La question terroriste dépasse néanmoins largement celle de l’avenir de Daesh

RT France : Malgré la disparition potentielle de son chef et les combats qui ont lieu dans ses deux bastions, l’influence de Daesh n’est pas prête de s’éteindre selon vous ?

E. D. : Les troupes de Daesh ont été réduites de manière considérable. Les trois coalitions (la russo-irano-syrienne, la coalition internationale menée par les Etats-Unis, et celle qu'appelait encore de ses vœux, l’Arabie Saoudite, le 20 mai dernier, par la voix du roi saoudien Salman ben Abdelaziz Al Saoud) ont réduit à néant la capacité de Daesh de sortir des territoires que l’organisation possède encore, notamment la médina de Mossoul – pour combien de temps encore ? – et Raqqa. 

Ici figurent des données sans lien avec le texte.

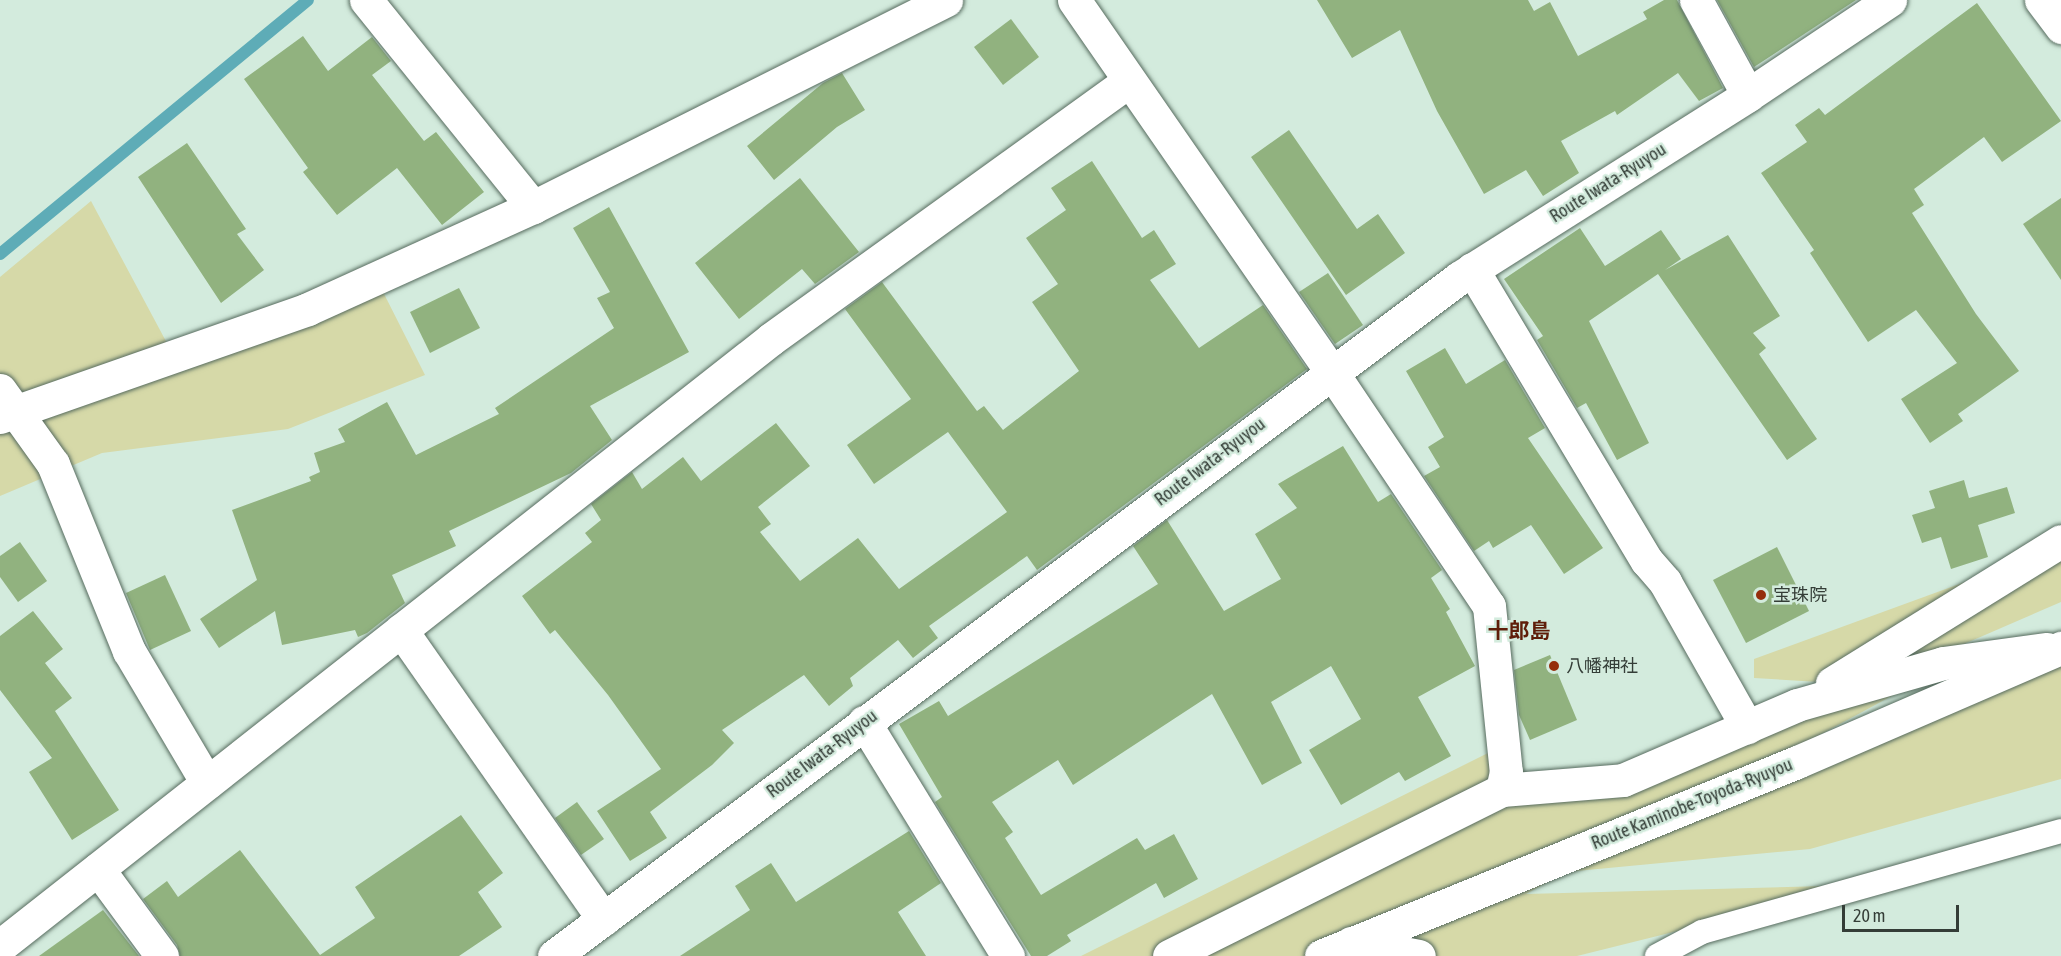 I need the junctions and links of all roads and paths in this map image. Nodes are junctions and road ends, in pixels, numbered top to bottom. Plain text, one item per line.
1 (366, 0) edge
2 (946, 0) edge
3 (1074, 0) edge
4 (1696, 0) edge
5 (1890, 0) edge
6 (2041, 0) edge
7 (2061, 27) edge
8 (1129, 81) junction
9 (1748, 95) junction
10 (533, 207) junction
11 (1472, 269) junction
12 (1331, 371) junction
13 (5, 406) edge
14 (2061, 541) edge
15 (401, 630) junction
16 (2061, 648) edge
17 (1797, 705) junction
18 (864, 722) junction
19 (1747, 726) junction
20 (207, 783) junction
21 (1502, 790) junction
22 (2061, 831) edge
23 (98, 869) junction
24 (580, 942) edge
25 (1351, 943) junction
26 (0, 946) edge
27 (162, 956) edge
28 (1008, 956) edge
29 (1169, 956) edge
30 (1322, 956) edge
31 (1419, 956) edge
32 (1657, 956) edge

1 - 10 street
2 - 10 street
3 - 8 street
4 - 9 street
5 - 9 street, Route Iwata-Ryuyou
6 - 7 street
8 - 12 street
8 - 15 street
9 - 11 street, Route Iwata-Ryuyou
10 - 13 street
11 - 12 street, Route Iwata-Ryuyou
11 - 19 street
12 - 18 street, Route Iwata-Ryuyou
12 - 21 street
13 - 20 street
14 - 17 street
15 - 20 street
15 - 24 street
16 - 17 street
16 - 25 street, Route Kaminobe-Toyoda-Ryuyou
17 - 19 street
18 - 24 street, Route Iwata-Ryuyou
18 - 28 street
19 - 21 street
20 - 23 street
21 - 29 street
22 - 32 lane
23 - 26 street
23 - 27 street
25 - 30 street, Route Kaminobe-Toyoda-Ryuyou
25 - 31 street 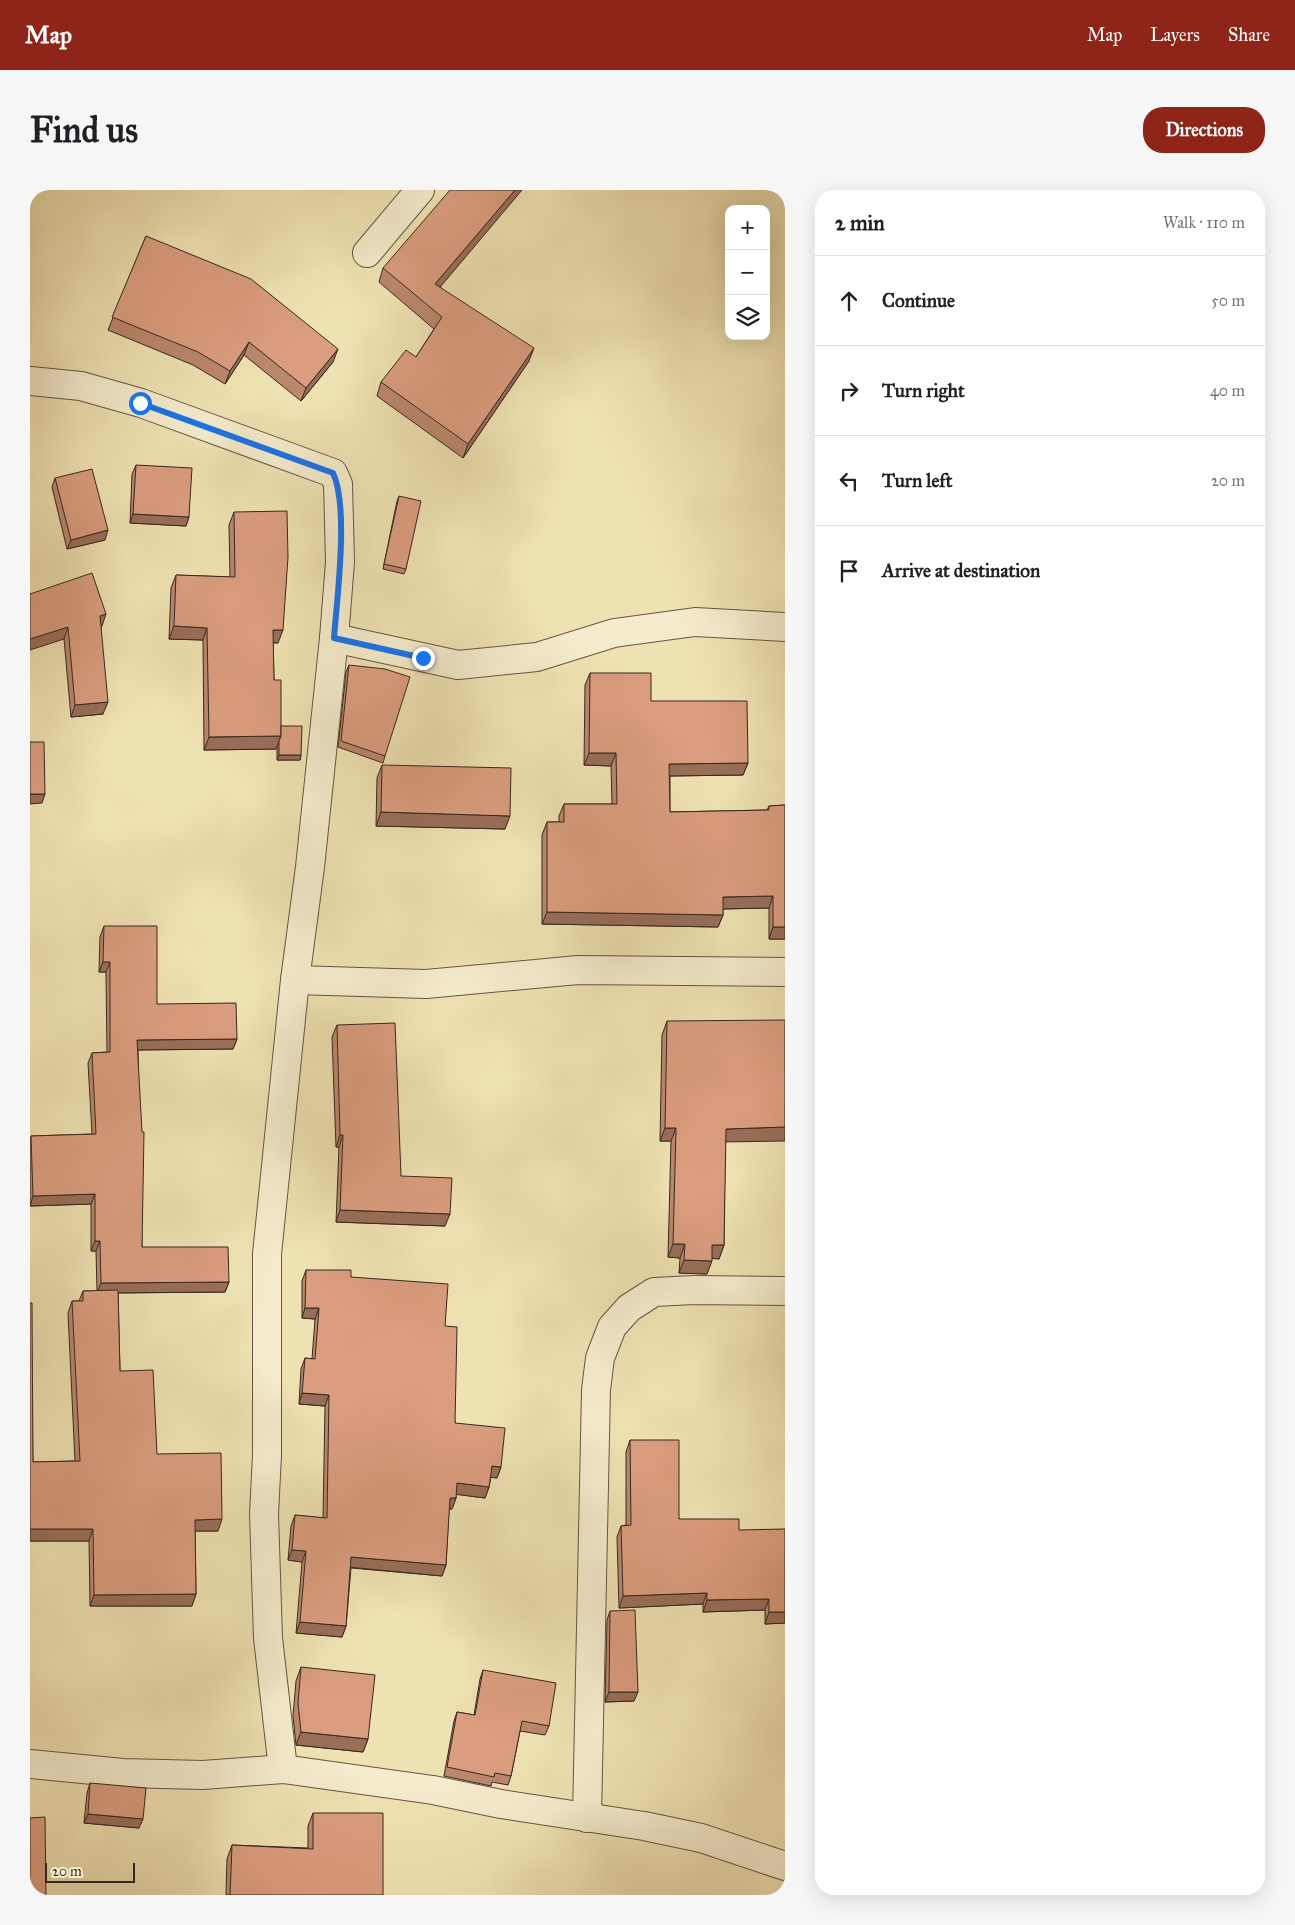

La question terroriste dépasse néanmoins largement celle de l’avenir de Daesh, car d’autres organisations terroristes ont fleuri dans la région. De ce point de vue là, les Russes ont été très clairs en disant qu’ils frapperaient l’ensemble des organisation terroristes, que cela soit Al-Nosra devenu Jabhat Fatah al-Sham ou d’autres organisations, liées à Al Qaïda et mobilisées contre le régime syrien. On voit bien qu’il y a de la part de la Russie vocation de montrer que la lutte contre le terrorisme ne s’arrêtera pas à l’éradication de Daesh.

Le chef de l’état major russe, Valéri Guérassimov, a d'ailleurs répété, le 6 juin dernier, à l'occasion d'une importante réunion en Turquie des chefs d'état-major turc, américain et russe, que, peu importe si Abou Bakr Al-Baghdadi était éliminé, le combat ne serait pas terminé. Son «alter-égo» américain, le général Joseph Dunford a rajouté, à cet effet, que la plupart des adjoints d’Abou Bakr al-Baghadi avaient, de toute façon, déjà été éliminés, s'en attribuant, du reste, une certaine forme de «paternité» [à ces disparitions].

La fin territoriale de Daesh ne signifie pas que l’organisation est morte

Il y a une sorte d’intérêt commun aux Américains et Russes – sans oublier les Français – à la neutralisation des membres influents de Daesh. Les Américains se félicitent que les opérations menées contre le leadership de Daesh aient eu comme effet d’«assécher» la mobilisation des candidats au djihad venus d’Europe ou d’ailleurs. Daesh est ainsi une organisation totalement encerclée, tant en Syrie qu'en Irak : l’ensemble de ces infrastructures sont méthodiquement bombardés : à Raqqa et à Mossoul aujourd'hui, à Palmyre et Ramadi hier ; ses principaux chefs sont abattus par drones et missiles ; les djihadistes étrangers sont visés par les forces spéciales occidentales présentes sur le théâtre d'opération. Et, enfin, comme plusieurs médias s'en sont fait l'écho récemment, sa source de financement principale, l'exportation du pétrole, est démantelée.


Néanmoins, la fin territoriale de Daesh ne signifie pas que l’organisation est morte… C'est sur cette base, que les coalitions internationales (occidentale, arabe, russo-iranienne) pourront œuvrer de concert pour passer du contre-terrorisme – dans son approche sécuritaire et militaire – à une lutte à la dimension «plus globale» contre le terrorisme. A moins que les tenants d’une ligne dure à Washington ne souhaitent engager sur le territoire syrien la lutte contre le Hezbollah provoquant de facto une tension insupportable entre Washington, Moscou et Téhéran.